* What you need to do
Pick out each line of the records that includes the string "Bellhaven", and copy it.

* Dataset entries
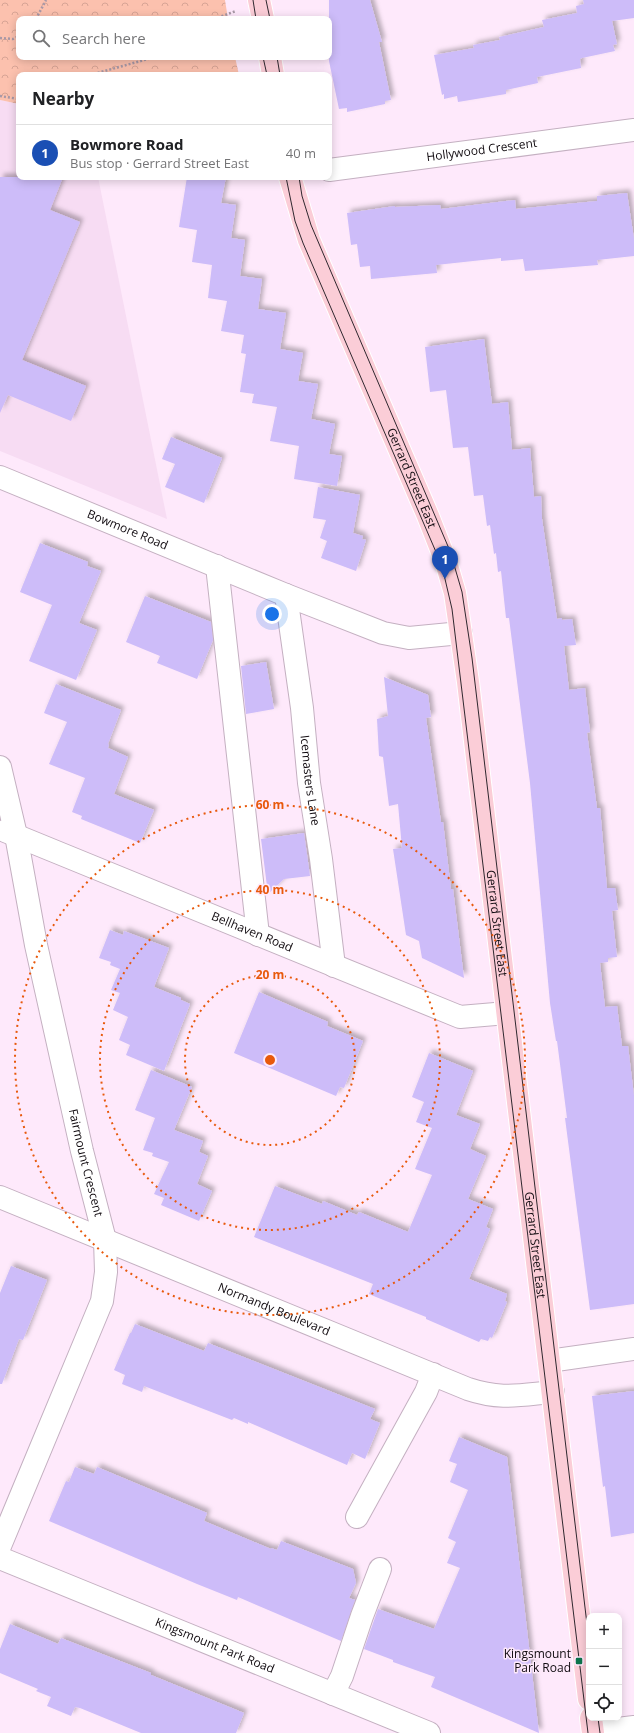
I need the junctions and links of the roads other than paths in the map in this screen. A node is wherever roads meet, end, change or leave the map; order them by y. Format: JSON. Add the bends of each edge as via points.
{"nodes":[{"id":1,"x":259,"y":0,"type":"edge"},
{"id":2,"x":262,"y":16,"type":"edge"},
{"id":3,"x":270,"y":60,"type":"edge"},
{"id":4,"x":272,"y":72,"type":"edge"},
{"id":5,"x":634,"y":130,"type":"edge"},
{"id":6,"x":332,"y":170,"type":"edge"},
{"id":7,"x":291,"y":180,"type":"edge"},
{"id":8,"x":0,"y":477,"type":"edge"},
{"id":9,"x":217,"y":566,"type":"junction"},
{"id":10,"x":286,"y":595,"type":"junction"},
{"id":11,"x":461,"y":633,"type":"junction"},
{"id":12,"x":0,"y":767,"type":"edge"},
{"id":13,"x":8,"y":832,"type":"edge"},
{"id":14,"x":258,"y":935,"type":"junction"},
{"id":15,"x":334,"y":966,"type":"junction"},
{"id":16,"x":507,"y":1013,"type":"junction"},
{"id":17,"x":0,"y":1197,"type":"edge"},
{"id":18,"x":105,"y":1240,"type":"junction"},
{"id":19,"x":634,"y":1349,"type":"edge"},
{"id":20,"x":549,"y":1361,"type":"junction"},
{"id":21,"x":433,"y":1374,"type":"junction"},
{"id":22,"x":553,"y":1392,"type":"junction"},
{"id":23,"x":357,"y":1516,"type":"dead end"},
{"id":24,"x":0,"y":1546,"type":"edge"},
{"id":25,"x":0,"y":1558,"type":"edge"},
{"id":26,"x":380,"y":1569,"type":"dead end"},
{"id":27,"x":587,"y":1685,"type":"edge"},
{"id":28,"x":333,"y":1694,"type":"junction"},
{"id":29,"x":634,"y":1727,"type":"edge"},
{"id":30,"x":592,"y":1728,"type":"edge"},
{"id":31,"x":429,"y":1733,"type":"edge"}],
"edges":[{"from":1,"to":2,"type":"main road"},
{"from":3,"to":4,"type":"main road"},
{"from":5,"to":6,"type":"street","name":"Hollywood Crescent"},
{"from":7,"to":11,"type":"main road","name":"Gerrard Street East","via":[[310,240],[446,562],[455,593]]},
{"from":8,"to":9,"type":"street","name":"Bowmore Road"},
{"from":9,"to":10,"type":"street","name":"Bowmore Road"},
{"from":9,"to":14,"type":"street"},
{"from":10,"to":11,"type":"street","name":"Bowmore Road","via":[[383,633],[408,638]]},
{"from":10,"to":15,"type":"street","name":"Icemasters Lane"},
{"from":11,"to":16,"type":"main road","name":"Gerrard Street East"},
{"from":12,"to":13,"type":"street","name":"Fairmount Crescent"},
{"from":13,"to":14,"type":"street","name":"Bellhaven Road"},
{"from":13,"to":18,"type":"street","name":"Fairmount Crescent"},
{"from":14,"to":15,"type":"street","name":"Bellhaven Road"},
{"from":15,"to":16,"type":"street","name":"Bellhaven Road","via":[[460,1017]]},
{"from":16,"to":20,"type":"main road","name":"Gerrard Street East"},
{"from":17,"to":18,"type":"street","name":"Normandy Boulevard"},
{"from":18,"to":21,"type":"street","name":"Normandy Boulevard"},
{"from":18,"to":24,"type":"street","name":"Fairmount Crescent","via":[[106,1272],[102,1301]]},
{"from":19,"to":20,"type":"street"},
{"from":20,"to":22,"type":"main road","name":"Gerrard Street East"},
{"from":21,"to":22,"type":"street","name":"Normandy Boulevard","via":[[492,1396]]},
{"from":21,"to":23,"type":"street","via":[[426,1392]]},
{"from":22,"to":27,"type":"main road","name":"Gerrard Street East"},
{"from":25,"to":28,"type":"street","name":"Kingsmount Park Road"},
{"from":26,"to":28,"type":"street","via":[[342,1676]]},
{"from":28,"to":31,"type":"street","name":"Kingsmount Park Road"},
{"from":29,"to":30,"type":"street"}]}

* Reply
{"from":13,"to":14,"type":"street","name":"Bellhaven Road"},
{"from":14,"to":15,"type":"street","name":"Bellhaven Road"},
{"from":15,"to":16,"type":"street","name":"Bellhaven Road","via":[[460,1017]]},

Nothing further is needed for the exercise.